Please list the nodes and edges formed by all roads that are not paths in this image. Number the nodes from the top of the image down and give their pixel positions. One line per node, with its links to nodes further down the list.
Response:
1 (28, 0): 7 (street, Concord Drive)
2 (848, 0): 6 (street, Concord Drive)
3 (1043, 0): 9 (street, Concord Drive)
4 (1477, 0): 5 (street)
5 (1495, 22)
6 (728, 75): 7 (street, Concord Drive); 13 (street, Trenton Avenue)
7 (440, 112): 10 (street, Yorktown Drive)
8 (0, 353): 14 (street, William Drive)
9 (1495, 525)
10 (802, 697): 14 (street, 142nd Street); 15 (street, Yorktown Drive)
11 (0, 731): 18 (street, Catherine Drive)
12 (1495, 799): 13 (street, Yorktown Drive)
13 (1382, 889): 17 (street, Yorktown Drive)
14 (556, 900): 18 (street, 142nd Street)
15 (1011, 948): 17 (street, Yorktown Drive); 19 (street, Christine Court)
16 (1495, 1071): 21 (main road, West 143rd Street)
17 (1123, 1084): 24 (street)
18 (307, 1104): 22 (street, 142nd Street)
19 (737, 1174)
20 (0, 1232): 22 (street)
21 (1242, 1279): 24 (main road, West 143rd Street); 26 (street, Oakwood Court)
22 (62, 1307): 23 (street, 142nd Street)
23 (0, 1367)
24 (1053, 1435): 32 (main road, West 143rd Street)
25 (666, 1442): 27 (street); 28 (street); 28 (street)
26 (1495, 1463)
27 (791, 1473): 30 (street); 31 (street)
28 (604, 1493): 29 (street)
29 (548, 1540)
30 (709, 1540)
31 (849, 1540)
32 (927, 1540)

####################

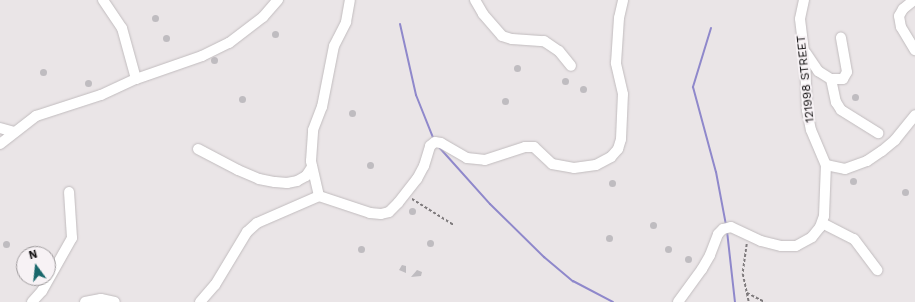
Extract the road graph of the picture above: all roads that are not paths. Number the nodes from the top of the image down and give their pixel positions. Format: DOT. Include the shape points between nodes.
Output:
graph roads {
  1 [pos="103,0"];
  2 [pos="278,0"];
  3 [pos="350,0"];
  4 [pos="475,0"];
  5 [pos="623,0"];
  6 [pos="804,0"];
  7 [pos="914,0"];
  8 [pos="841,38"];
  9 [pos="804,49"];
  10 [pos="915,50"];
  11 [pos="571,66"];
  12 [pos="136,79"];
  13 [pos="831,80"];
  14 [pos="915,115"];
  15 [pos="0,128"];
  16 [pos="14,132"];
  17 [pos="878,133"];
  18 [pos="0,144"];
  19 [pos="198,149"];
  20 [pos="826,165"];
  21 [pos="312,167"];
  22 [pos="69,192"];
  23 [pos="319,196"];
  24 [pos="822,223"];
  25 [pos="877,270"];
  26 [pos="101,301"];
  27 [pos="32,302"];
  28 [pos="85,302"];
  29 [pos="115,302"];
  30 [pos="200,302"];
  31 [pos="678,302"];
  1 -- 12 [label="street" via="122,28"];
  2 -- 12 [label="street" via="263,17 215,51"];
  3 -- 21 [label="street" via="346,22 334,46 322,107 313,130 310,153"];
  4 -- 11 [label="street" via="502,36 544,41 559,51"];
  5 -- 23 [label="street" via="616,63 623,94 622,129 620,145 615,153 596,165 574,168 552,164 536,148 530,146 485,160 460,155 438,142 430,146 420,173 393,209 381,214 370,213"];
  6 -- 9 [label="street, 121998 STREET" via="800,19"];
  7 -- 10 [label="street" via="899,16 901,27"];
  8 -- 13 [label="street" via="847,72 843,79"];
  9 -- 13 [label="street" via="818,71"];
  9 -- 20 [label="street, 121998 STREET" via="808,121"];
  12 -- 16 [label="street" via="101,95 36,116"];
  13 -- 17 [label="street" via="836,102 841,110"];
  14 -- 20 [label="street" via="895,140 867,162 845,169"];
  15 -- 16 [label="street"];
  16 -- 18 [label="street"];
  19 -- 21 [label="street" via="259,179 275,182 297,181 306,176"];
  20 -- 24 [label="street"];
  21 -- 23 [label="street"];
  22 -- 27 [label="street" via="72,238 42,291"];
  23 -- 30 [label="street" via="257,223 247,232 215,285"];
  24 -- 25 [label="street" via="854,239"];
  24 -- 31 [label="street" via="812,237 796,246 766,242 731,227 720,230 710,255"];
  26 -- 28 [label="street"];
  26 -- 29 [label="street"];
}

####################

■ **Aim of the task**
Go through the entries above, and wherever a line holds the word "Drive", copy that line.

■ **Your solution**
1 (28, 0): 7 (street, Concord Drive)
2 (848, 0): 6 (street, Concord Drive)
3 (1043, 0): 9 (street, Concord Drive)
6 (728, 75): 7 (street, Concord Drive); 13 (street, Trenton Avenue)
7 (440, 112): 10 (street, Yorktown Drive)
8 (0, 353): 14 (street, William Drive)
10 (802, 697): 14 (street, 142nd Street); 15 (street, Yorktown Drive)
11 (0, 731): 18 (street, Catherine Drive)
12 (1495, 799): 13 (street, Yorktown Drive)
13 (1382, 889): 17 (street, Yorktown Drive)
15 (1011, 948): 17 (street, Yorktown Drive); 19 (street, Christine Court)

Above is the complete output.